_Task item_. Extract the opening line of the entries and every line after it, stopping at and including the line that contains "ctx.restore()". Do not include pictures.

_Material for the task_.
═══
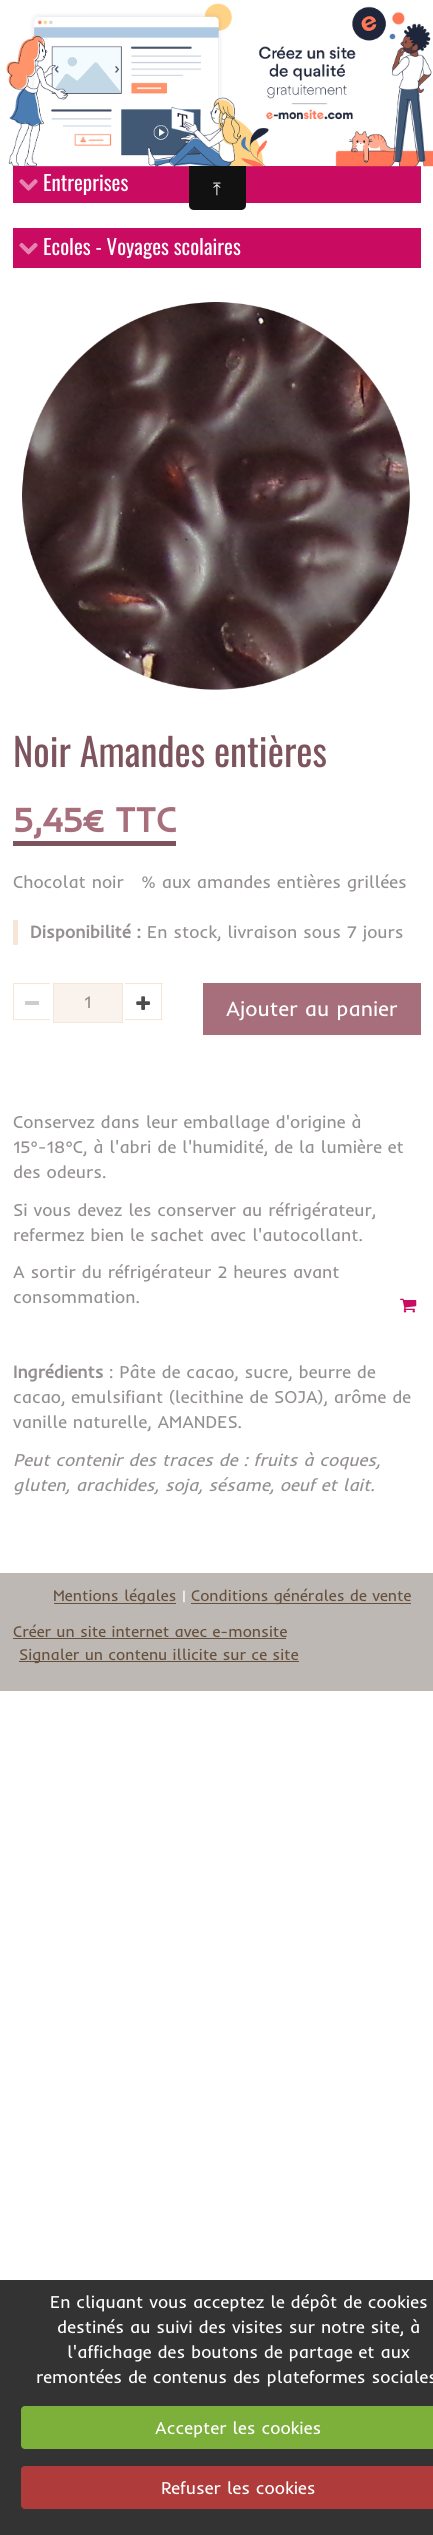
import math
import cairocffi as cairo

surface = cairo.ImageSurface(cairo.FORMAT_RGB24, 433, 2535)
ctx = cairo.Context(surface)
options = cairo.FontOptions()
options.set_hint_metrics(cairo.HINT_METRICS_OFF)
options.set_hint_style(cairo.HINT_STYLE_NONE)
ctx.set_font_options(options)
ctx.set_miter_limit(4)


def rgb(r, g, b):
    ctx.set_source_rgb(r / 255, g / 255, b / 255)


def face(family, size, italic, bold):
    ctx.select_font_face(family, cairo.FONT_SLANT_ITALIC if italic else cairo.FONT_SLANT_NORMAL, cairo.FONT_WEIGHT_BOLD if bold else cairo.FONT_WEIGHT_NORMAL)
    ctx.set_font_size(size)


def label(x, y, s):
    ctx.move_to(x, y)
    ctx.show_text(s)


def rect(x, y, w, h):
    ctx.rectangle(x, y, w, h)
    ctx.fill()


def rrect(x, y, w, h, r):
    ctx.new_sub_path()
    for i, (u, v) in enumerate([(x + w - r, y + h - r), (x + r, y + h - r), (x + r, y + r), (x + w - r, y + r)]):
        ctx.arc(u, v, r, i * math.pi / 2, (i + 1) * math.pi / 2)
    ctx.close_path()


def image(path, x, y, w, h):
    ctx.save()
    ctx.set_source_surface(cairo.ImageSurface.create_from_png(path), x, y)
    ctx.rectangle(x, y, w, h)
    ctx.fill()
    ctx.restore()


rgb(255, 255, 255)
ctx.paint()
rgb(201, 11, 97)
rect(13, 166, 408, 37)
image('image0.png', 19, 179, 19, 12)
face('Oswald', 21, 0, 0)
rgb(255, 255, 255)
label(43, 191, 'Entreprises')
rgb(201, 11, 97)
rect(13, 228, 408, 40)
image('image1.png', 19, 242, 19, 13)
rgb(255, 255, 255)
label(43, 255, 'Ecoles - Voyages scolaires')
image('image2.png', 22, 302, 388, 388)
face('Oswald', 38.5, 0, 0)
rgb(125, 83, 93)
label(13, 767, 'Noir Amandes entières')
face('Inder', 35, 0, 1)
rgb(167, 111, 124)
label(13, 832, '5,45€ TTC')
rgb(125, 83, 93)
rect(13, 841, 163, 5)
face('Inder', 17.5, 0, 0)
rgb(148, 144, 145)
label(13, 888, 'Chocolat noir   % aux amandes entières grillées')
rgb(245, 230, 216)
rect(13, 920, 5, 25)
face('Inder', 17.5, 0, 1)
rgb(148, 144, 145)
label(30, 938, 'Disponibilité :')
face('Inder', 17.5, 0, 0)
label(147, 938, 'En stock, livraison sous 7 jours')
rgb(245, 230, 216)
rect(13, 983, 37, 1)
rect(13, 1019, 37, 1)
rect(13, 983, 1, 37)
rgb(205, 205, 205)
rect(25, 1001, 14, 4)
rgb(250, 242, 236)
ctx.rectangle(53.5, 983.5, 69, 39)
ctx.fill_preserve()
rgb(245, 230, 216)
ctx.set_line_width(1)
ctx.stroke()
rgb(148, 144, 145)
label(84, 1008, '1')
rgb(245, 230, 216)
rect(125, 983, 38, 1)
rect(161, 983, 1, 37)
rect(125, 1019, 38, 1)
image('image3.png', 136, 996, 14, 14)
rgb(167, 111, 124)
rect(203, 983, 218, 52)
face('Inder', 21, 0, 0)
rgb(255, 255, 255)
label(226, 1016, 'Ajouter au panier')
face('Inder', 17.5, 0, 0)
rgb(148, 144, 145)
label(13, 1128, 'Conservez dans leur emballage d\'origine à')
label(13, 1153, '15°-18°C, à l\'abri de l\'humidité, de la lumière et')
label(13, 1178, 'des odeurs.')
label(13, 1216, 'Si vous devez les conserver au réfrigérateur,')
label(13, 1241, 'refermez bien le sachet avec l\'autocollant.')
label(13, 1278, 'A sortir du réfrigérateur 2 heures avant')
label(13, 1303, 'consommation.')
face('Inder', 17.5, 0, 1)
label(13, 1378, 'Ingrédients')
face('Inder', 17.5, 0, 0)
label(109, 1378, ': Pâte de cacao, sucre, beurre de')
label(13, 1403, 'cacao, emulsifiant (lecithine de SOJA), arôme de')
label(13, 1428, 'vanille naturelle, AMANDES.')
face('Inder', 17.5, 1, 0)
label(13, 1466, 'Peut contenir des traces de : fruits à coques,')
label(13, 1491, 'gluten, arachides, soja, sésame, oeuf et lait.')
image('image4.png', 6, 3, 427, 164)
rgb(17, 17, 17)
ctx.new_path()
ctx.move_to(189, 166)
ctx.line_to(246, 166)
ctx.line_to(246, 205)
ctx.curve_to(246, 208, 244, 210, 241, 210)
ctx.line_to(194, 210)
ctx.curve_to(191, 210, 189, 208, 189, 205)
ctx.close_path()
ctx.fill()
face('FreeSerif', 17.5, 0, 0)
rgb(255, 255, 255)
label(213, 195, '⤒')
image('image5.png', 400, 1298, 17, 15)
rgb(189, 184, 180)
rect(0, 1573, 433, 118)
rgb(103, 81, 61)
rect(54, 1603, 122, 1)
face('Inder', 15.75, 0, 0)
label(53, 1601, 'Mentions légales')
rgb(255, 255, 255)
label(182, 1601, '|')
rgb(103, 81, 61)
rect(191, 1603, 220, 1)
label(191, 1601, 'Conditions générales de vente')
label(13, 1637, 'Créer un site internet avec e-monsite')
rect(13, 1638, 273, 1)
rect(19, 1661, 280, 1)
label(19, 1660, 'Signaler un contenu illicite sur ce site')
rgb(51, 51, 51)
rect(0, 2280, 433, 255)
face('Inder', 17.5, 0, 0)
rgb(255, 255, 255)
label(50, 2308, 'En cliquant vous acceptez le dépôt de cookies')
label(57, 2333, 'destinés au suivi des visites sur notre site, à')
label(67, 2358, 'l\'affichage des boutons de partage et aux')
label(36, 2383, 'remontées de contenus des plateformes sociales')
rgb(125, 175, 59)
rrect(21, 2406, 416, 43, 4)
ctx.fill()
rgb(255, 255, 255)
label(155, 2434, 'Accepter les cookies')
rgb(175, 59, 59)
rrect(21, 2466, 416, 43, 4)
ctx.fill()
rgb(255, 255, 255)
label(161, 2494, 'Refuser les cookies')
surface.write_to_png('render.png')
═══
_Answer space_.
import math
import cairocffi as cairo

surface = cairo.ImageSurface(cairo.FORMAT_RGB24, 433, 2535)
ctx = cairo.Context(surface)
options = cairo.FontOptions()
options.set_hint_metrics(cairo.HINT_METRICS_OFF)
options.set_hint_style(cairo.HINT_STYLE_NONE)
ctx.set_font_options(options)
ctx.set_miter_limit(4)


def rgb(r, g, b):
    ctx.set_source_rgb(r / 255, g / 255, b / 255)


def face(family, size, italic, bold):
    ctx.select_font_face(family, cairo.FONT_SLANT_ITALIC if italic else cairo.FONT_SLANT_NORMAL, cairo.FONT_WEIGHT_BOLD if bold else cairo.FONT_WEIGHT_NORMAL)
    ctx.set_font_size(size)


def label(x, y, s):
    ctx.move_to(x, y)
    ctx.show_text(s)


def rect(x, y, w, h):
    ctx.rectangle(x, y, w, h)
    ctx.fill()


def rrect(x, y, w, h, r):
    ctx.new_sub_path()
    for i, (u, v) in enumerate([(x + w - r, y + h - r), (x + r, y + h - r), (x + r, y + r), (x + w - r, y + r)]):
        ctx.arc(u, v, r, i * math.pi / 2, (i + 1) * math.pi / 2)
    ctx.close_path()


def image(path, x, y, w, h):
    ctx.save()
    ctx.set_source_surface(cairo.ImageSurface.create_from_png(path), x, y)
    ctx.rectangle(x, y, w, h)
    ctx.fill()
    ctx.restore()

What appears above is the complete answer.